=== Listed entries ===
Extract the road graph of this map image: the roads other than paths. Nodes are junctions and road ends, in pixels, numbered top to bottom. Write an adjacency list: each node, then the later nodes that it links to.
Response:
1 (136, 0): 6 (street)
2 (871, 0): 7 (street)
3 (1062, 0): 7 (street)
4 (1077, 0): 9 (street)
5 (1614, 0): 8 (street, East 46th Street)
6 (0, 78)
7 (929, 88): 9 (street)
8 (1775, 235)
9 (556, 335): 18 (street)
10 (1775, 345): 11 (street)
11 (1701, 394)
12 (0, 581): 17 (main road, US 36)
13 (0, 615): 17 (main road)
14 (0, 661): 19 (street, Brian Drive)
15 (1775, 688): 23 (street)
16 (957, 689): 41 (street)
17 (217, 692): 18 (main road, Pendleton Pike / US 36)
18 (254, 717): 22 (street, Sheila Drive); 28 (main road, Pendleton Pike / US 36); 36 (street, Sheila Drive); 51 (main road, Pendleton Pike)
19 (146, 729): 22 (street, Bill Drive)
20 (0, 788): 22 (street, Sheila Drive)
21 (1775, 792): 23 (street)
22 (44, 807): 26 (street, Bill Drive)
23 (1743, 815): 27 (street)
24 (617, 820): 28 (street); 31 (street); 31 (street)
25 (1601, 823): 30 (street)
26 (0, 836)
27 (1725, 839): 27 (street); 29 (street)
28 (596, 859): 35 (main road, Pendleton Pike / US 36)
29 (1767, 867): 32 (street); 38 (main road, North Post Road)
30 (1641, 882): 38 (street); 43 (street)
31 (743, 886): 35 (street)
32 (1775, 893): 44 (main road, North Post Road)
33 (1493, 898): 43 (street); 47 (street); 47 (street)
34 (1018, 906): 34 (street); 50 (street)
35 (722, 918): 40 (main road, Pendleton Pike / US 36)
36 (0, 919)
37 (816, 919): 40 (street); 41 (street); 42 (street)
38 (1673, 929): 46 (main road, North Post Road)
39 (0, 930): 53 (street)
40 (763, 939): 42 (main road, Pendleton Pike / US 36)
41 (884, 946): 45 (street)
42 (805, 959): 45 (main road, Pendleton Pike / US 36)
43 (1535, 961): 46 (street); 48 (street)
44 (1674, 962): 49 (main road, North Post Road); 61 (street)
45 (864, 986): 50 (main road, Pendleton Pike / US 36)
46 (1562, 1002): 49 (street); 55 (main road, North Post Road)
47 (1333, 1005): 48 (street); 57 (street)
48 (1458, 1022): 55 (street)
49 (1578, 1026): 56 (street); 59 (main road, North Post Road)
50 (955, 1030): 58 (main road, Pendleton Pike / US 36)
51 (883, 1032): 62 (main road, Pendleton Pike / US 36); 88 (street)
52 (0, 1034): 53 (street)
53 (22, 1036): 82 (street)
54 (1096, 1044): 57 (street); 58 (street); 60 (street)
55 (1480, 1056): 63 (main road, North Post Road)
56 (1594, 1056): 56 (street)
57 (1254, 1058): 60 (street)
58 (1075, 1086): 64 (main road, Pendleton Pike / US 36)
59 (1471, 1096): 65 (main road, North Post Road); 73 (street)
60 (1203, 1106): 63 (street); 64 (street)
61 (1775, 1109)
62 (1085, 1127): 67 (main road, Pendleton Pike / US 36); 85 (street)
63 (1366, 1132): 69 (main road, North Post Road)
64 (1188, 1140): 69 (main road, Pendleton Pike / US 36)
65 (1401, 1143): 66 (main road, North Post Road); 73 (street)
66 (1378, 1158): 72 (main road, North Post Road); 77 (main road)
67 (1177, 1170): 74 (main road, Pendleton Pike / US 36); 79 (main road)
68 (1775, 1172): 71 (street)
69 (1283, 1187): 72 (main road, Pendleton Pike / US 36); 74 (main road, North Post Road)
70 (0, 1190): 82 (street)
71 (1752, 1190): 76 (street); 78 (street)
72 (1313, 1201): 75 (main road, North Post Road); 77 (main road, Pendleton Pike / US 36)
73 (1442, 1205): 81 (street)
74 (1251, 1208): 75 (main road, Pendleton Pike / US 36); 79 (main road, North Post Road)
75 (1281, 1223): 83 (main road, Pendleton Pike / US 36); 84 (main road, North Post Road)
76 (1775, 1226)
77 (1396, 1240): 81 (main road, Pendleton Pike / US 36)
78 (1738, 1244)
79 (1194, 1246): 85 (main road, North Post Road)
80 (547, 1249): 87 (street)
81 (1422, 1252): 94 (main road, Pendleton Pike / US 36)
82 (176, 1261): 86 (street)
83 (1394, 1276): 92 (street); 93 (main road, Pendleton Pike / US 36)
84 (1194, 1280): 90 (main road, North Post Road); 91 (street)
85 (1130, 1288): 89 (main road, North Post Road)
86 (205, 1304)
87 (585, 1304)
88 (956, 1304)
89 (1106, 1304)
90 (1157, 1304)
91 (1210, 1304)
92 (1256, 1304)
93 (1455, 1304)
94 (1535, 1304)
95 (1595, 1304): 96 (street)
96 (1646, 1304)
===
> _Instructions for the task_:
Once more, write out all the data above exactly as given.

> _The answer_:
Extract the road graph of this map image: the roads other than paths. Nodes are junctions and road ends, in pixels, numbered top to bottom. Write an adjacency list: each node, then the later nodes that it links to.
Response:
1 (136, 0): 6 (street)
2 (871, 0): 7 (street)
3 (1062, 0): 7 (street)
4 (1077, 0): 9 (street)
5 (1614, 0): 8 (street, East 46th Street)
6 (0, 78)
7 (929, 88): 9 (street)
8 (1775, 235)
9 (556, 335): 18 (street)
10 (1775, 345): 11 (street)
11 (1701, 394)
12 (0, 581): 17 (main road, US 36)
13 (0, 615): 17 (main road)
14 (0, 661): 19 (street, Brian Drive)
15 (1775, 688): 23 (street)
16 (957, 689): 41 (street)
17 (217, 692): 18 (main road, Pendleton Pike / US 36)
18 (254, 717): 22 (street, Sheila Drive); 28 (main road, Pendleton Pike / US 36); 36 (street, Sheila Drive); 51 (main road, Pendleton Pike)
19 (146, 729): 22 (street, Bill Drive)
20 (0, 788): 22 (street, Sheila Drive)
21 (1775, 792): 23 (street)
22 (44, 807): 26 (street, Bill Drive)
23 (1743, 815): 27 (street)
24 (617, 820): 28 (street); 31 (street); 31 (street)
25 (1601, 823): 30 (street)
26 (0, 836)
27 (1725, 839): 27 (street); 29 (street)
28 (596, 859): 35 (main road, Pendleton Pike / US 36)
29 (1767, 867): 32 (street); 38 (main road, North Post Road)
30 (1641, 882): 38 (street); 43 (street)
31 (743, 886): 35 (street)
32 (1775, 893): 44 (main road, North Post Road)
33 (1493, 898): 43 (street); 47 (street); 47 (street)
34 (1018, 906): 34 (street); 50 (street)
35 (722, 918): 40 (main road, Pendleton Pike / US 36)
36 (0, 919)
37 (816, 919): 40 (street); 41 (street); 42 (street)
38 (1673, 929): 46 (main road, North Post Road)
39 (0, 930): 53 (street)
40 (763, 939): 42 (main road, Pendleton Pike / US 36)
41 (884, 946): 45 (street)
42 (805, 959): 45 (main road, Pendleton Pike / US 36)
43 (1535, 961): 46 (street); 48 (street)
44 (1674, 962): 49 (main road, North Post Road); 61 (street)
45 (864, 986): 50 (main road, Pendleton Pike / US 36)
46 (1562, 1002): 49 (street); 55 (main road, North Post Road)
47 (1333, 1005): 48 (street); 57 (street)
48 (1458, 1022): 55 (street)
49 (1578, 1026): 56 (street); 59 (main road, North Post Road)
50 (955, 1030): 58 (main road, Pendleton Pike / US 36)
51 (883, 1032): 62 (main road, Pendleton Pike / US 36); 88 (street)
52 (0, 1034): 53 (street)
53 (22, 1036): 82 (street)
54 (1096, 1044): 57 (street); 58 (street); 60 (street)
55 (1480, 1056): 63 (main road, North Post Road)
56 (1594, 1056): 56 (street)
57 (1254, 1058): 60 (street)
58 (1075, 1086): 64 (main road, Pendleton Pike / US 36)
59 (1471, 1096): 65 (main road, North Post Road); 73 (street)
60 (1203, 1106): 63 (street); 64 (street)
61 (1775, 1109)
62 (1085, 1127): 67 (main road, Pendleton Pike / US 36); 85 (street)
63 (1366, 1132): 69 (main road, North Post Road)
64 (1188, 1140): 69 (main road, Pendleton Pike / US 36)
65 (1401, 1143): 66 (main road, North Post Road); 73 (street)
66 (1378, 1158): 72 (main road, North Post Road); 77 (main road)
67 (1177, 1170): 74 (main road, Pendleton Pike / US 36); 79 (main road)
68 (1775, 1172): 71 (street)
69 (1283, 1187): 72 (main road, Pendleton Pike / US 36); 74 (main road, North Post Road)
70 (0, 1190): 82 (street)
71 (1752, 1190): 76 (street); 78 (street)
72 (1313, 1201): 75 (main road, North Post Road); 77 (main road, Pendleton Pike / US 36)
73 (1442, 1205): 81 (street)
74 (1251, 1208): 75 (main road, Pendleton Pike / US 36); 79 (main road, North Post Road)
75 (1281, 1223): 83 (main road, Pendleton Pike / US 36); 84 (main road, North Post Road)
76 (1775, 1226)
77 (1396, 1240): 81 (main road, Pendleton Pike / US 36)
78 (1738, 1244)
79 (1194, 1246): 85 (main road, North Post Road)
80 (547, 1249): 87 (street)
81 (1422, 1252): 94 (main road, Pendleton Pike / US 36)
82 (176, 1261): 86 (street)
83 (1394, 1276): 92 (street); 93 (main road, Pendleton Pike / US 36)
84 (1194, 1280): 90 (main road, North Post Road); 91 (street)
85 (1130, 1288): 89 (main road, North Post Road)
86 (205, 1304)
87 (585, 1304)
88 (956, 1304)
89 (1106, 1304)
90 (1157, 1304)
91 (1210, 1304)
92 (1256, 1304)
93 (1455, 1304)
94 (1535, 1304)
95 (1595, 1304): 96 (street)
96 (1646, 1304)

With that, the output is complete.